Army engineers are also erecting an assortment of imported arctic tents for three to five soldiers and varied pre-fabricated insulated huts, sourced locally, to accommodate six to 20 troops each. Every habitation is being equipped with kerosene-fuelled Bukhari’s or special heaters, without which it would be impossible to exist, while hasty imports of high altitude clothing and mountaineering equipment mostly from Europe, at high cost, is underway. Hundreds of previously worn serviceable clothing items from Siachen are being passed on to formations now based along the LAC.
Additionally, pre-fabricated toilet and bathing stalls-unlikely to be used much, if at all, due to a severe water shortage-and kitchens are also being erected. Officers who have been posted in the area said rocky terrain, limited spaces and fierce winds carrying deadly particles of sand, made it difficult to assemble larger structures similar to those of the PLA. Semi-permanent brick-and-mortar constructions were simply out of the question, as their cement if applied now would only dry the following summer, said Gen Singh, adding that it is difficult to even remotely imagine the extreme adversities army troops will imminently face along the LAC.

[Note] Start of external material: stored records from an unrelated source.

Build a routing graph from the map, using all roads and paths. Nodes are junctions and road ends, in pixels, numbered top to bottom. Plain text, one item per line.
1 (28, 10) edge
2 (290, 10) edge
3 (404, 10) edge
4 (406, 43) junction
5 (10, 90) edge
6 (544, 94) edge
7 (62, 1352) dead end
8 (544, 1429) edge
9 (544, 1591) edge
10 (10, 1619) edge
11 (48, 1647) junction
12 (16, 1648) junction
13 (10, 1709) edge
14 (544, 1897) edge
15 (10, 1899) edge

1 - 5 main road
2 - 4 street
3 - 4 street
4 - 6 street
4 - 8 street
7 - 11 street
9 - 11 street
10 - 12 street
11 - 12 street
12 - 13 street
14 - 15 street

Water for drinking, basic daily usage and for cooking too will be in short supply, as many rivers and tributaries in the area are already freezing up, and unlike Siachen where snow can be melted, this option is limited along the LAC. Furthermore, water from the Pangong Lake and other large water bodies scattered across the desolate region, is brackish and undrinkable.
Army officers also anticipate an additional workload on the Army Medical Corps (AMC) in anticipation of a host of potential high-altitude complications amongst soldiers like pulmonary and cerebral oedema and hypothermia-related attrition. Equally debilitating problems like frostbite, high blood pressure, nose bleeds, hypertension and respiratory ailments are also not uncommon at those heights. Consequently, the number of AMC teams per battalion, staffed by doctors and nursing orderlies too will need augmenting.

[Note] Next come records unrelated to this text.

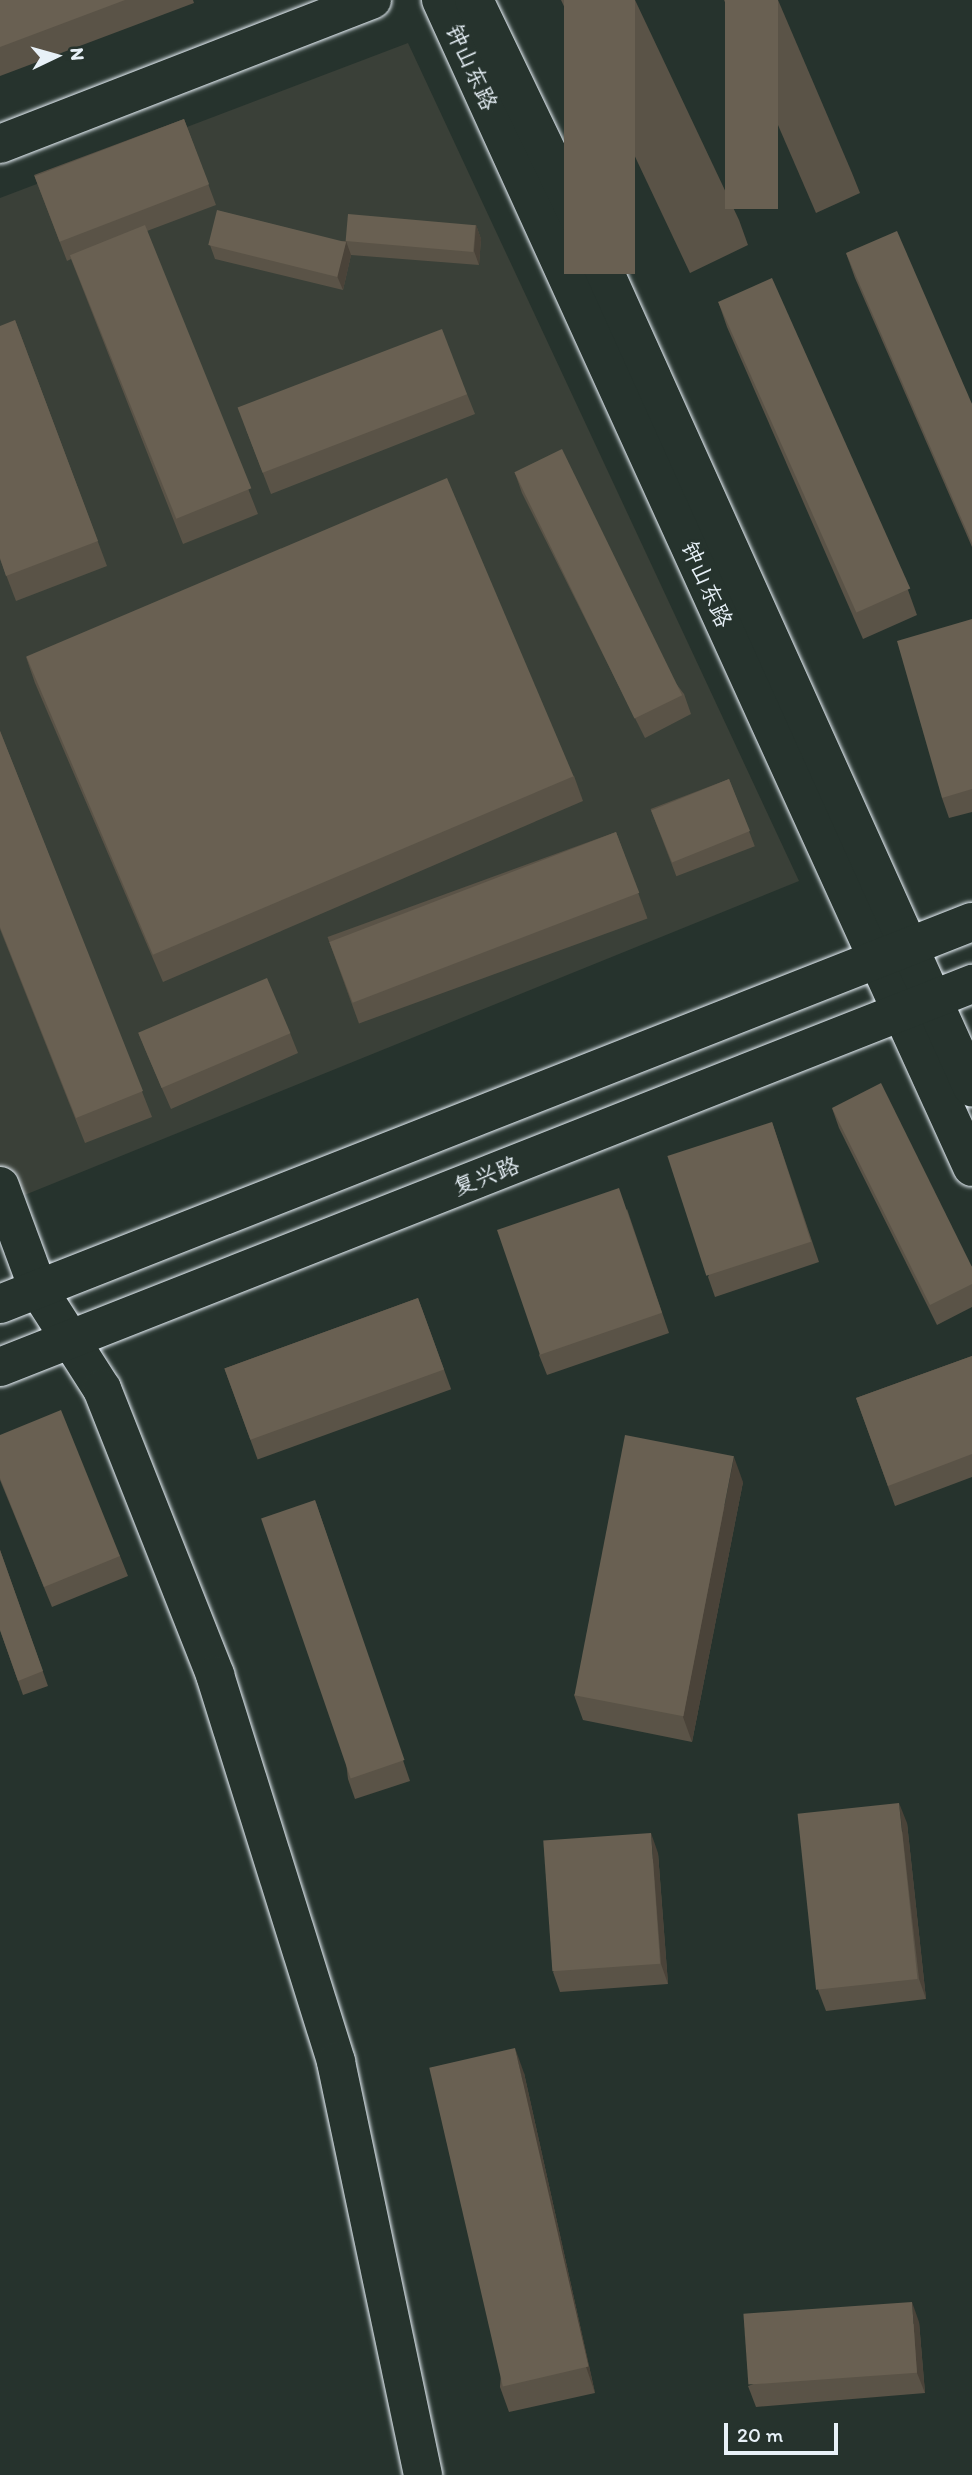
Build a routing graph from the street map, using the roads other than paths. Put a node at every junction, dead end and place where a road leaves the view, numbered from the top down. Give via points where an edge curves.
1 (372, 0) edge
2 (441, 0) edge
3 (474, 0) edge
4 (0, 144) edge
5 (972, 922) edge
6 (894, 952) junction
7 (972, 984) edge
8 (917, 1007) junction
9 (972, 1087) edge
10 (972, 1167) edge
11 (0, 1186) edge
12 (38, 1289) junction
13 (0, 1304) edge
14 (72, 1338) junction
15 (0, 1367) edge
16 (423, 2475) edge

1 - 4 main road
2 - 6 main road, 钟山东路
3 - 6 main road, 钟山东路 via 602,266
5 - 6 main road
6 - 8 main road, 钟山东路
6 - 12 main road
7 - 8 main road, 复兴路
8 - 9 main road, 钟山东路
8 - 10 main road, 钟山东路
8 - 14 main road, 复兴路
11 - 12 main road
12 - 13 main road
12 - 14 main road
14 - 15 main road, 复兴路
14 - 16 main road via 102,1389 215,1675 336,2062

And though PLA troops too will weather the same punitive environment, their better living conditions will give them an overall advantage over their Indian rivals, despite the latter being widely acknowledged as hardier and more experienced in mountain warfare compared to their Chinese adversaries.
The PLA, for its part last fought a four-week long war with Vietnam in 1979, in which it came off worse. Thereafter, following a gap of over four decades it is, for the first time currently locked in a faceoff with a ‘real’ enemy with a comparable military in altogether inhospitable conditions that pose a daunting threat to its men and machines.
It remains to be seen how competently it will emerge from this ordeal next summer.